Платов грустно усмехнулся, вспомнил свой дровяной склад. Ушло время… Денисов, по-своему поняв его усмешку, сказал:
— Дрова на отопление почти не используются. Тростник и навоз…
— Знаю, знаю… Что там еще по торговле?
— Ярмарки, Ваше Превосходительство. Урюпинская на Покров, Луганская, Мартыновская и Аксайская — на Троицу.
— Н-да, хозяйство…
— Хочу обратить внимание Вашего Превосходительства на возможные волнения.
— Какие волнения? Никаких волнений…
— В мае откочевала, извольте видеть, калмыцкая орда. И не велено было мешать. Но более полутора тысяч душ осталось. С ними три князька каких-то. Оные калмыки рассеялись по всему Войску, составили шайки и воруют; генерал-майор Сычов и генерал-майор Кутейников вели следствие — калмыков таких около сотни. Украли более пяти тысяч голов скота и семь тысяч лошадей, причем соплеменники их не выдают.
— Всего-то?.. Ну, с этими мы быстро. Заготовь приказ, — Платов лениво потянулся и одним махом решил дело. — Так. Всех калмыков силой выселить на левый берег Дона. Кочевать им, — по обычаю предков. Весной — по Кагальнику и Салу, летом — по Карбулаку и Гашуну, осенью — у соляных озер, зимой — у Маныча. Направить к ним приставов. Беднейших выловить и отдать в работы в левобережные станицы, чтоб зарабатывали себе на жизнь и были под присмотром. Как заработают, разбогатеют, вернуть их в свои кочевья. Вот так я тебе скажу.
— Помимо рапорта на высочайшее имя сделать подобное невозможно, — возразил Денисов.
— Подадим и рапорт, — успокоил Платов. — Вели собрать все, что на них вешают, на этих калмыков. Будем писать царю. Что, по твоему мнению, в Войске первостепенное значение сейчас имеет? Калмыки — это не первостепенное, сними. Считай, решили.
— Служба, — твердо сказал Денисов, — очередность, сроки и справа[89]для бедных.
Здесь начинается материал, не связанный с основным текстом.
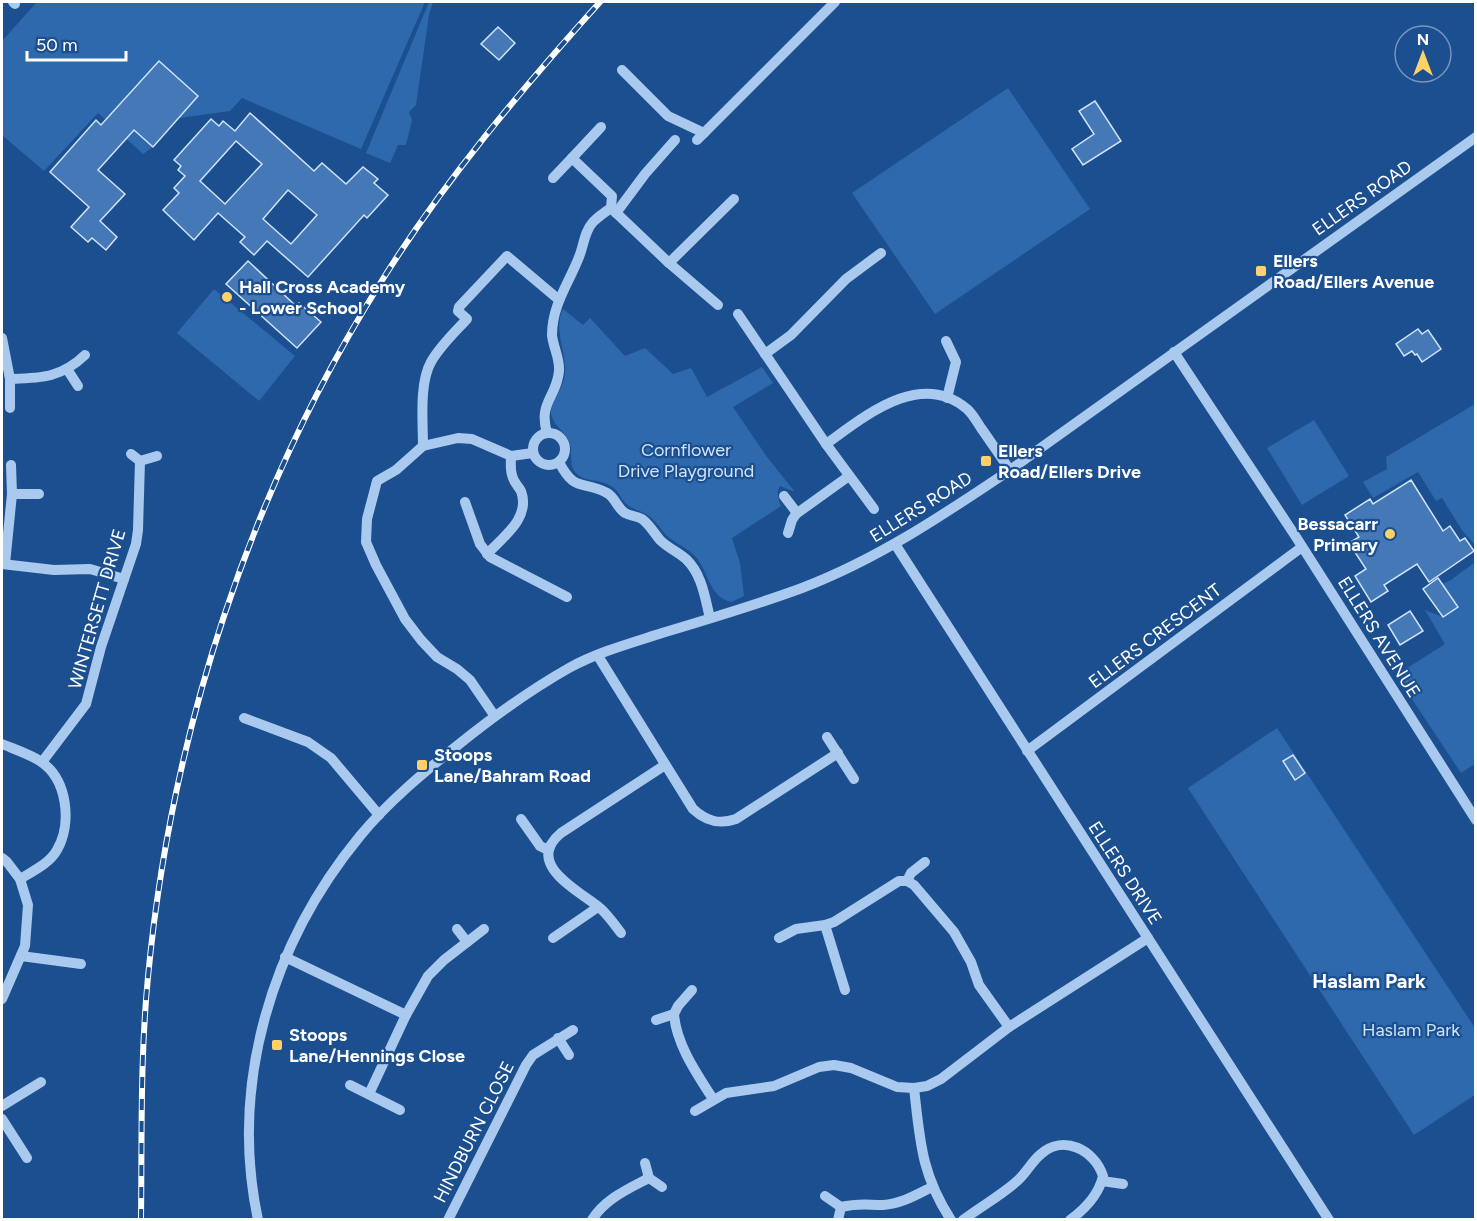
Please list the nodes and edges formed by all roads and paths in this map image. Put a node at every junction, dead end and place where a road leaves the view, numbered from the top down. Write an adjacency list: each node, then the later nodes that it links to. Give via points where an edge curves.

— Это верно, — вздохнул Платов. — Что предлагаешь?
Денисов довольно толково стал излагать свои предложения, как регулировать выход на службу, как пресечь уклонение, высылку вместо себя наемщиков, как помочь неимущим. Регулярно бы сменялись и возвращались домой через три года, а с Кавказской линии — через два года. Тоже самое относительно внутренних губерний России, где казаков постоянно гоняли на усмирение, — два года, чтоб не разложились.
— Да, это верно, — подтвердил Платов. — Составь-ка, брат, мне подробнейший рапорт с предложениями. И это пропиши, как его… Ну, в общем, ты меня понял…
Сложные дела можно было доверять Денисову, который безропотно нес службу члена канцелярии, но всякое свободное время посвящал поискам справедливости и управы на ущемляющее его начальство. Платов его пока не ущемлял, но, по обыкновению, бумаги, составленные Денисовым, зачитывал и посылал по начальству как плод своего непосильного труда. Потом Денисову это надоест, он скажется больным и отправится в Россию продавать скот и откупать крепостных, короче — богатеть. Но сейчас, в 1801 году, он тянул всю важную работу в Войсковой Канцелярии, и Платов мог спокойно заняться делами более важными, можно сказать — необходимыми. Упрочить власть и — выше, выше, выше… Современник великим донцам и сам великий донец, видел Матвей Иванович в сильных мира сего то, что потомки не могли увидеть на парадных портретах. Портреты пишутся в угоду тщеславию лиц, на оных изображенных, и в назидание потомкам, дабы пример брали. Современники же видели жизнь отнюдь не с парадной стороны.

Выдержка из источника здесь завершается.